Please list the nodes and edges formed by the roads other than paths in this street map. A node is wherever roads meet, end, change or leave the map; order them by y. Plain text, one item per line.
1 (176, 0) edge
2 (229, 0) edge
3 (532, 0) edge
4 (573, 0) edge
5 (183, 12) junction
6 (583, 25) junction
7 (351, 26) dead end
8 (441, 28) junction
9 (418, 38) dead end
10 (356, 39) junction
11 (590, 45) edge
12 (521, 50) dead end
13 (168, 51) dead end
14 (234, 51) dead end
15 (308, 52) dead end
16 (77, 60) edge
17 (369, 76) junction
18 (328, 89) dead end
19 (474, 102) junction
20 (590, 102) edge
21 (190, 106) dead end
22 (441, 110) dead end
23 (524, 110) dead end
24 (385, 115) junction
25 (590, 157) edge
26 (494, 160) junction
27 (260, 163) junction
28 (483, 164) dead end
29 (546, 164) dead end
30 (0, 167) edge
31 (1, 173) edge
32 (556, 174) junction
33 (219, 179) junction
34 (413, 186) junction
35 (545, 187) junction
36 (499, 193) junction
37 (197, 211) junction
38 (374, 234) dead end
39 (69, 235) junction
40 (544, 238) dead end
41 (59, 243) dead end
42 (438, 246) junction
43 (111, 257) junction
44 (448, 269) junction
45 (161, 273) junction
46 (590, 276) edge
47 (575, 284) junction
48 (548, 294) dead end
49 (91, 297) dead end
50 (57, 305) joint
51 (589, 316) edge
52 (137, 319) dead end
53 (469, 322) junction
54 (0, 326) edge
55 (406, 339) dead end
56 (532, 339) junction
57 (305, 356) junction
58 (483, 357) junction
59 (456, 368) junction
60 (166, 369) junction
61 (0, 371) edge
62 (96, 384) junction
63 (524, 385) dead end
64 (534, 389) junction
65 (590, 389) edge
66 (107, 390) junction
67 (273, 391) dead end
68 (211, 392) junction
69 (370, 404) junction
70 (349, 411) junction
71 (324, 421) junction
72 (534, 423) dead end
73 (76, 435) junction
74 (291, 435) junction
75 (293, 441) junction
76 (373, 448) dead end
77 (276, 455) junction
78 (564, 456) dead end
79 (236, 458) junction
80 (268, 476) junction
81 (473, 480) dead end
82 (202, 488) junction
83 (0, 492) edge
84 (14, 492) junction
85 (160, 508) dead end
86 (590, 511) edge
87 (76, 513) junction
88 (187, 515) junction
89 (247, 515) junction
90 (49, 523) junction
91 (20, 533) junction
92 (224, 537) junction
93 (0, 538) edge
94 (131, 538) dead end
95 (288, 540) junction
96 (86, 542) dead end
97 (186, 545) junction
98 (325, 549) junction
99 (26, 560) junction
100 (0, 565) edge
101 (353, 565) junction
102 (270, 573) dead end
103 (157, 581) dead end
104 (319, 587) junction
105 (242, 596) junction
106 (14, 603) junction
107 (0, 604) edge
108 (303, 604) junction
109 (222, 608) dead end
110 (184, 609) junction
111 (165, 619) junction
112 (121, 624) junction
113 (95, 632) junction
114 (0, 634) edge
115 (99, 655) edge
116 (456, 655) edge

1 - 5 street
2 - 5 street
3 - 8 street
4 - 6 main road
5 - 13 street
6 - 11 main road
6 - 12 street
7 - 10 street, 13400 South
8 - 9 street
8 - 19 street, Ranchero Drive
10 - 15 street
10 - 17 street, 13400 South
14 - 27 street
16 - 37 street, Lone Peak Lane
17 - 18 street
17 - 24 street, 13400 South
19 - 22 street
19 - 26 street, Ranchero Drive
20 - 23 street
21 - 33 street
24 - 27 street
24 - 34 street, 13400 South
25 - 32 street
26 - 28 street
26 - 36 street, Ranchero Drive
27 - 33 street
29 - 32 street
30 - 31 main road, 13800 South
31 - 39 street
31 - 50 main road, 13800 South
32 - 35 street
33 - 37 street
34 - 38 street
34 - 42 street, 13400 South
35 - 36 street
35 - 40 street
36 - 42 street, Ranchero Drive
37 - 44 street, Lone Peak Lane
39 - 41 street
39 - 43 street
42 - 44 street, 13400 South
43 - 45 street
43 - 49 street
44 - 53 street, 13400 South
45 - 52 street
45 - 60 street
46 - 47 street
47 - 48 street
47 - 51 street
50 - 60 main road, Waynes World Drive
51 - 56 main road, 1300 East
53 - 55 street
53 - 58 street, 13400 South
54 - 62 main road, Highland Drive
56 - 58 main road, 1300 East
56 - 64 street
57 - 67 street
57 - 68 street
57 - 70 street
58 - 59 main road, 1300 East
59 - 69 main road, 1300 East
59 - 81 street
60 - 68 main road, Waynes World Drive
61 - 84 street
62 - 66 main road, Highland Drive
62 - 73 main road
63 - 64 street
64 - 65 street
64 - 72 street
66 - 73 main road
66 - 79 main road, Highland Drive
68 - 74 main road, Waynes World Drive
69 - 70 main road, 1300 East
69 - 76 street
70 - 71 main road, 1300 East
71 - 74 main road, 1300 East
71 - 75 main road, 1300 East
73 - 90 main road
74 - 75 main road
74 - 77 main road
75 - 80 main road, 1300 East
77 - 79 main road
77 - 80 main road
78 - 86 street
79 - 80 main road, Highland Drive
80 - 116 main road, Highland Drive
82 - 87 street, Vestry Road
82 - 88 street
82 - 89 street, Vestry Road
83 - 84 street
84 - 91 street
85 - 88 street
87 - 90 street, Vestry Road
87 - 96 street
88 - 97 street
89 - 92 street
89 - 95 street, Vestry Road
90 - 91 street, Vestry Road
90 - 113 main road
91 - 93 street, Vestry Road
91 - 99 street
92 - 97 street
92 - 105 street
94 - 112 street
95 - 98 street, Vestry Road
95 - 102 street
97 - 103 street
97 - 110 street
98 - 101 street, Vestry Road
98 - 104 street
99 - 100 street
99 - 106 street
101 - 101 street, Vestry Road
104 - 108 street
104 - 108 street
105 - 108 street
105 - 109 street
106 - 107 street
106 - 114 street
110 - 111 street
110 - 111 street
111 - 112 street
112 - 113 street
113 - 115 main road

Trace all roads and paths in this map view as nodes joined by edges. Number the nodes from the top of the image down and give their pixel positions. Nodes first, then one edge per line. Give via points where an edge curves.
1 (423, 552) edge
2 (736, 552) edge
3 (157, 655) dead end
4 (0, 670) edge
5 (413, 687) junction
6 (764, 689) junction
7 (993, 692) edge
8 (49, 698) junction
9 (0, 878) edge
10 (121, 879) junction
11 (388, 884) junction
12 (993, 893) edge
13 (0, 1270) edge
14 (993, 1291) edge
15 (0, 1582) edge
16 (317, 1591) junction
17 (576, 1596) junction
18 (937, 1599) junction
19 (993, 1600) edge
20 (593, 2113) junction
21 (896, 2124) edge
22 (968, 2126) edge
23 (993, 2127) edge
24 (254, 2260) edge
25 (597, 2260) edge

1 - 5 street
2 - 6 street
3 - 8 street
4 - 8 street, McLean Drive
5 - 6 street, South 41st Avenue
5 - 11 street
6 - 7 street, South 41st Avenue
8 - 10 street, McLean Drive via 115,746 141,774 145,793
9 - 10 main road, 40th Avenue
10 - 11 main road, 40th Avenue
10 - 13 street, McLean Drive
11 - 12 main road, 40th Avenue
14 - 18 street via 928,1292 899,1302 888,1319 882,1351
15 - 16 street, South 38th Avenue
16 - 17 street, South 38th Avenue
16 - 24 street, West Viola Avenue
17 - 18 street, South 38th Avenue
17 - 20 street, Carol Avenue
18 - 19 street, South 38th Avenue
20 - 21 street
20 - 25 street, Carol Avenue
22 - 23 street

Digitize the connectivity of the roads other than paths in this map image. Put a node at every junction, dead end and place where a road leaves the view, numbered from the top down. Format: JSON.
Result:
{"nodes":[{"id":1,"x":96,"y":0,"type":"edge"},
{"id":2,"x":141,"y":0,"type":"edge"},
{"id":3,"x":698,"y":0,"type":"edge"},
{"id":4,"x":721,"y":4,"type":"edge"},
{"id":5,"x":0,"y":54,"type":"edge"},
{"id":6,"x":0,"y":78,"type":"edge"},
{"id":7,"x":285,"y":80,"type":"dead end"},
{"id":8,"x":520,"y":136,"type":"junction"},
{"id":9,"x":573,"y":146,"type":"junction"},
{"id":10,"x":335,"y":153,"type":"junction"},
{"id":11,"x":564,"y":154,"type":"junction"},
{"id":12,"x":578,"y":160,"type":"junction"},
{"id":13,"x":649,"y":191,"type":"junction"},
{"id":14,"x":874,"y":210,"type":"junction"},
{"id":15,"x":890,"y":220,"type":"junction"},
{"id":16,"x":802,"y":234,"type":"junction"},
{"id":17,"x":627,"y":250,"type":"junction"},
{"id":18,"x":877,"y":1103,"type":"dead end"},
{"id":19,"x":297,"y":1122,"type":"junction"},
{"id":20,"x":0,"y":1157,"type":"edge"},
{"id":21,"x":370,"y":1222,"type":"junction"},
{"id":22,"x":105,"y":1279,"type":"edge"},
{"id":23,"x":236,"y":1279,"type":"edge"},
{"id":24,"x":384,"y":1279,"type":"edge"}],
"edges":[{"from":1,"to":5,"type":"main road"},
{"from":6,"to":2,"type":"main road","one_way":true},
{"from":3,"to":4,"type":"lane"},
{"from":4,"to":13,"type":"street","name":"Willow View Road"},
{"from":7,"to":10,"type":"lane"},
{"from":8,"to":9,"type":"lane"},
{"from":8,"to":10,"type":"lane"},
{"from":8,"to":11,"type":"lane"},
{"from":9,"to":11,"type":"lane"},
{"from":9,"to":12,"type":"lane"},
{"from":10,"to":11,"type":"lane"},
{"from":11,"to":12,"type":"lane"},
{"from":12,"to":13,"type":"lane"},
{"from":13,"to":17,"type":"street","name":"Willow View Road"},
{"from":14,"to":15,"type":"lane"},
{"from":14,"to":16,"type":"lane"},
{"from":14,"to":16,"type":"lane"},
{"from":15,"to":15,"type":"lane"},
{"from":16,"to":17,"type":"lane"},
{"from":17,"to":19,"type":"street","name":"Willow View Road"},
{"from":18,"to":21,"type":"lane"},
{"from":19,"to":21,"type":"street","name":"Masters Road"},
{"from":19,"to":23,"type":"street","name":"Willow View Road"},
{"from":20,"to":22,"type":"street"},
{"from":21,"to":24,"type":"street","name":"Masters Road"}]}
▬▬▬▬▬▬▬▬▬▬
What is required: If a line in the data contains the string "Carol", copy it.

Written response:
17 - 20 street, Carol Avenue
20 - 25 street, Carol Avenue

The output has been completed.